Postby Canada Gun Club » Wed Mar 09, 2016 12:45 am

A firearms licence in Canada is known as a Possession and Acquisition Licence or PAL. There are 3 classes of the Possession and Acquisition Licence.

1. Non-restricted Possession and Acquisition Licence (PAL)
This class includes most rifles and shotguns.

2. Restricted Possession and Acquisition Licence (RPAL)
This class includes:
• All handguns that are not classified as Prohibited
• Semi-automatic centre-fire rifles and shotguns with a barrel shorter than 470 mm (18.5")
• Rifles and shotguns that can be fired when their overall length has been reduced by folding, telescoping or other means to less than 660 mm (26")
• Specified rifles by model or variation of a model that are classified as restricted by Parliament and the Governor in Council (Example would be the AR-15 and variations)
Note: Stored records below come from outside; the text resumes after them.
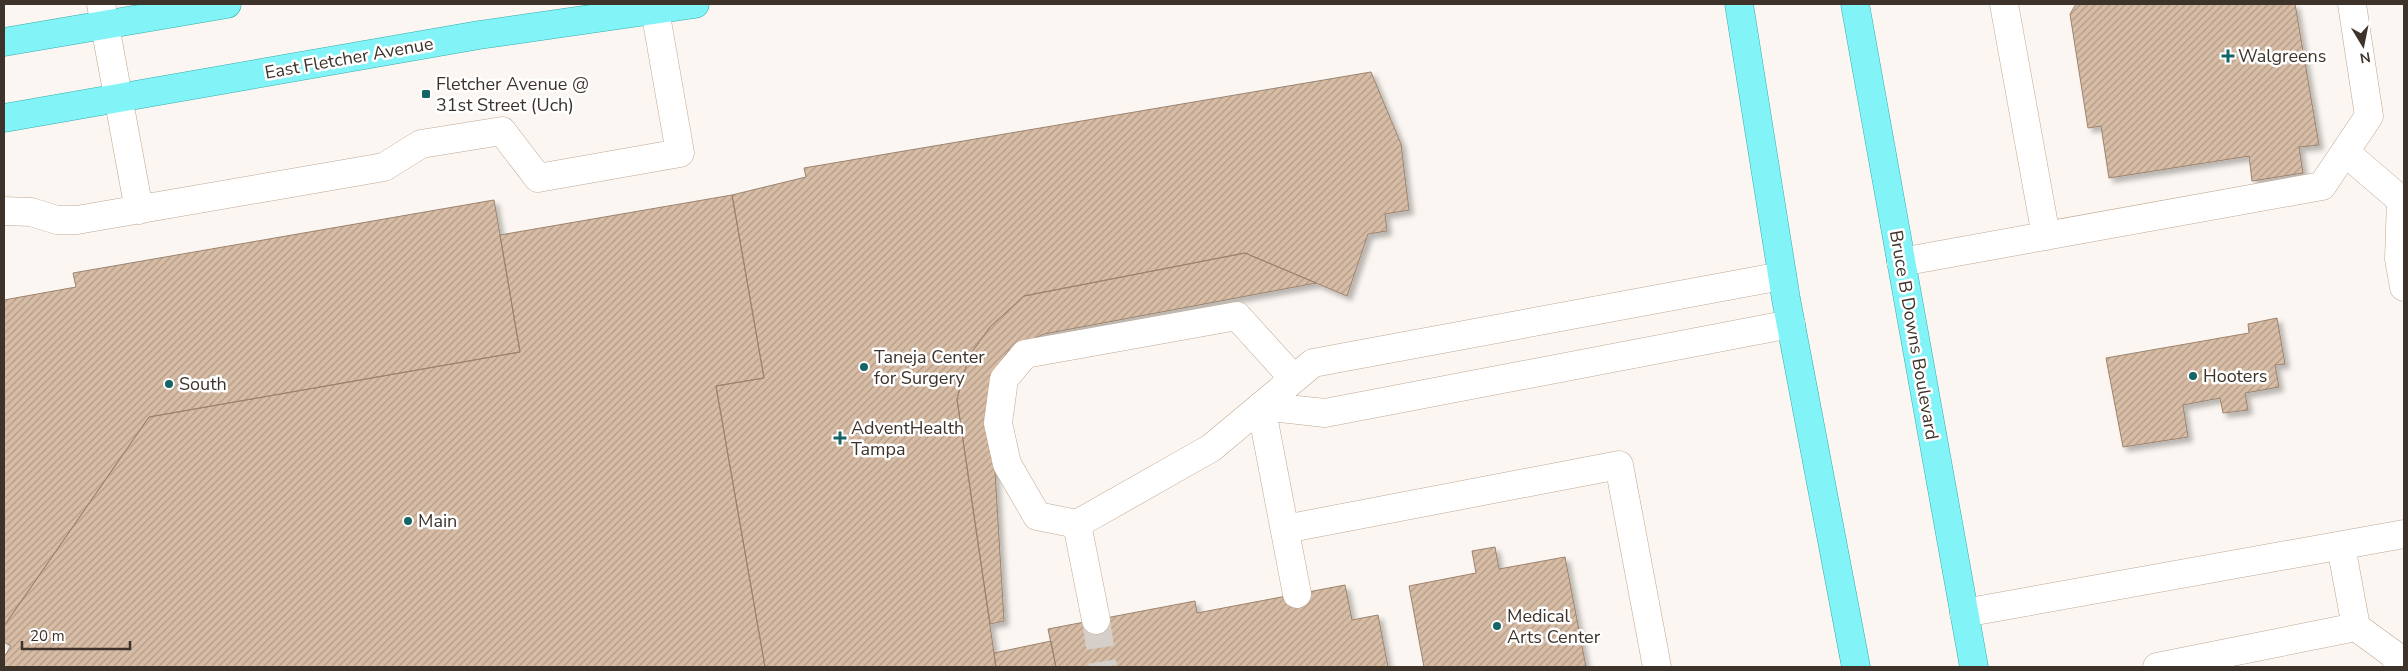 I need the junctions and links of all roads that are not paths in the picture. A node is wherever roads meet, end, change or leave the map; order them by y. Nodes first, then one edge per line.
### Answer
1 (227, 4) edge
2 (695, 4) edge
3 (1739, 4) edge
4 (1855, 4) edge
5 (2004, 4) edge
6 (2352, 4) edge
7 (655, 10) junction
8 (103, 14) edge
9 (4, 42) edge
10 (118, 98) junction
11 (4, 118) edge
12 (2345, 152) junction
13 (2403, 198) edge
14 (139, 210) junction
15 (4, 211) edge
16 (2046, 236) junction
17 (1901, 262) junction
18 (1782, 276) junction
19 (2404, 287) edge
20 (1791, 324) junction
21 (1294, 379) junction
22 (1261, 406) junction
23 (1077, 524) junction
24 (1285, 528) junction
25 (2404, 534) edge
26 (2341, 546) junction
27 (1298, 594) dead end
28 (1964, 613) junction
29 (1096, 620) tunnel mouth
30 (2356, 627) junction
31 (1657, 667) edge
32 (1856, 667) edge
33 (1974, 667) edge
34 (2157, 667) edge
35 (2400, 667) edge

1 - 8 main road
2 - 7 main road, East Fletcher Avenue
3 - 18 main road
4 - 17 main road, Bruce B Downs Boulevard
5 - 16 lane
6 - 12 lane
7 - 10 main road, East Fletcher Avenue
7 - 14 lane
8 - 9 main road
8 - 10 lane
10 - 11 main road, East Fletcher Avenue
10 - 14 lane
12 - 13 lane
12 - 16 lane
13 - 19 lane
14 - 15 lane
16 - 17 lane
17 - 28 main road, Bruce B Downs Boulevard
18 - 20 main road
18 - 21 lane
20 - 22 lane
20 - 32 main road
21 - 22 lane
21 - 23 lane
22 - 23 lane
22 - 24 lane
23 - 29 lane
24 - 27 lane
24 - 31 lane
25 - 26 lane
26 - 28 lane
26 - 30 lane
28 - 33 main road, Bruce B Downs Boulevard
30 - 34 lane
30 - 35 lane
3. Prohibited Possession and Acquisition Licence
This class includes:
• Handguns with a barrel length of 105 mm (4.14") or less and handguns that discharge .25 or .32 calibre ammunition, except for a few specific ones used in International Shooting Union competitions.
• Rifles and shotguns that have been altered by sawing or other means so that their barrel length is less than 457 mm (18") or their overall length is less than 660 mm (26").
• Full automatic firearms.
• Converted automatics, namely full automatics that have been altered so that they fire only one projectile when the trigger is squeezed.
Specified firearms by model or variation of a model that are classified as prohibited by Parliament and the Governor in Council (Example would be the AK47 and variations)

Only non-restricted and restricted classes are available to the general public.

Step one.
Enroll in the Canadian Firearms Safety Course (CFSC) and the Canadian Restricted Firearms Safety Course (CRFSC) if you wish to acquire restricted firearms (You can enroll in only the Canadian Firearms Safety Course if you only wish to acquire non-restricted firearms).

Both courses include a written multiple choice and practical examination (written and practical examinations must be passed with a minimum 80% grade).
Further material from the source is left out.